It seemed like the crayfish's day had come.

He'd been dropped next to a pot of boiling water. He'd been slated to die, just one more ingredient for a hot pot prepared in a Chinese kitchen.

Not today, the crayfish seemed to think.

Not today.

Instead of joining his boiling brethren, the crayfish appeared to clip off his own claw, scuttling out of danger.

Weibo user Jiuke caught the whole thing on video. It has since been shared more than 1 million times.

A happier ending still: Crayfish's claw will regenerate. And he'll become Jiuke's pet.

According to the BBC, video viewers posted messages of support, urging Jiuke to “let him go.”

“Don't eat him,” one person wrote. “Seeing how hard he's trying to survive.

“I let him live, I already took him home and am raising him in an aquarium,” Jiuke wrote on Weibo.

This intrepid crayfish joins the ranks of such esteemed animals as Inky the octopus. Inky had been living at New Zealand's National Aquarium. One day, the staff came in to find he'd escaped, slipping out of his enclosure and sneaking several feet over to the six-inch-wide drain.

As The Washington Post reported: “He squeezed his football-sized body in” — octopuses are very malleable, aquarium manager Rob Yarrall told the New Zealand website Stuff — “and made a break for the Pacific.”

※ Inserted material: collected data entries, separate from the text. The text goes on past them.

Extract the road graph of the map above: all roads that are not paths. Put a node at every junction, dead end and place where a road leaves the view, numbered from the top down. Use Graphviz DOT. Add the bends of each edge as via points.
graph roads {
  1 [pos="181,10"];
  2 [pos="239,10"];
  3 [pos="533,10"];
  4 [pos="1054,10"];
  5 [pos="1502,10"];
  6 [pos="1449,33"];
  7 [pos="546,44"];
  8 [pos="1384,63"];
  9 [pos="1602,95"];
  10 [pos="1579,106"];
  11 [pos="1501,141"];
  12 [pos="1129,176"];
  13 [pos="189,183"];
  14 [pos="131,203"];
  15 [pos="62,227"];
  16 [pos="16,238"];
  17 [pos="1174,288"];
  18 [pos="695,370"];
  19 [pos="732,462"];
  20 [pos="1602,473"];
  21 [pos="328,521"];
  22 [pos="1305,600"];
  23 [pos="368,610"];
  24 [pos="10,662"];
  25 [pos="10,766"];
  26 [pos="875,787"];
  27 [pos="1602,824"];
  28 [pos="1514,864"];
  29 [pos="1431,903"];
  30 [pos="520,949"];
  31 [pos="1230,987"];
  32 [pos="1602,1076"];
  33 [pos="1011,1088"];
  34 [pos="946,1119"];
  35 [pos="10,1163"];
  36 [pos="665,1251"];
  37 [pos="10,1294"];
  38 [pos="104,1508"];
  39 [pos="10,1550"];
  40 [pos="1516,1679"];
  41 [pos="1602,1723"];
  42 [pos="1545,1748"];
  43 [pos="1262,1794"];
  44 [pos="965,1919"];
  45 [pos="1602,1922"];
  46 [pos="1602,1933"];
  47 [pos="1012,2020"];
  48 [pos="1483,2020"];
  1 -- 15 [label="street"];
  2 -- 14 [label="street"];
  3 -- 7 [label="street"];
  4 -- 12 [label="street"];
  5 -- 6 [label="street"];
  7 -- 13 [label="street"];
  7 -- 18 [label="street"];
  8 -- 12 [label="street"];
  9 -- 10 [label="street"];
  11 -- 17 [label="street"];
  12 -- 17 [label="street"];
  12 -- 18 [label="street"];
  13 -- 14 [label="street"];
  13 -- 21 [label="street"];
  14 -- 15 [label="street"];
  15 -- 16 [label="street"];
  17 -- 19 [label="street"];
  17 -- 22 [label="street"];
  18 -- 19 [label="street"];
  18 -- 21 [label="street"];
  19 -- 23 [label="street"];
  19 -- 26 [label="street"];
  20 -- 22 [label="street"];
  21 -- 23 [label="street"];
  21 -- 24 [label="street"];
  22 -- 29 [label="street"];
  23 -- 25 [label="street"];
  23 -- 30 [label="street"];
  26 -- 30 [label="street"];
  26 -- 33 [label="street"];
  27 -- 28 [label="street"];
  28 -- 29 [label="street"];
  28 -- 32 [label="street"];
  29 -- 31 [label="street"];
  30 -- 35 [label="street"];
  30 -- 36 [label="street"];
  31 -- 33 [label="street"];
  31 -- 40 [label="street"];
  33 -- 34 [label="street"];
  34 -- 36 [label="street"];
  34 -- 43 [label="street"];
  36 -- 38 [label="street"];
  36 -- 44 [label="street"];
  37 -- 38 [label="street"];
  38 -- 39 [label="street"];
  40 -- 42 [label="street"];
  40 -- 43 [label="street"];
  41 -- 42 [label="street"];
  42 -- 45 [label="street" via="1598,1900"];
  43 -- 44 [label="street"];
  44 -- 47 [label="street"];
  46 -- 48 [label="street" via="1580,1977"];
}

Let us also honor Stoffel, the South African honey badger, who learned how to unlatch the gate of his enclosure at a wildlife rehabilitation center. Stoffel has also been known to dig holes underneath the cement walls that pen him in. Once, he stacked rocks high enough to get over the walls.

“He outwitted us each time with his schemes,” Brian Jones, his keeper, told the BBC.

Crayfish have become a popular dish in China in recent years, leading to a boom in crayfish restaurants and farms. China is the world's largest source of the crustaceans, according to China's state news agency Xinhua.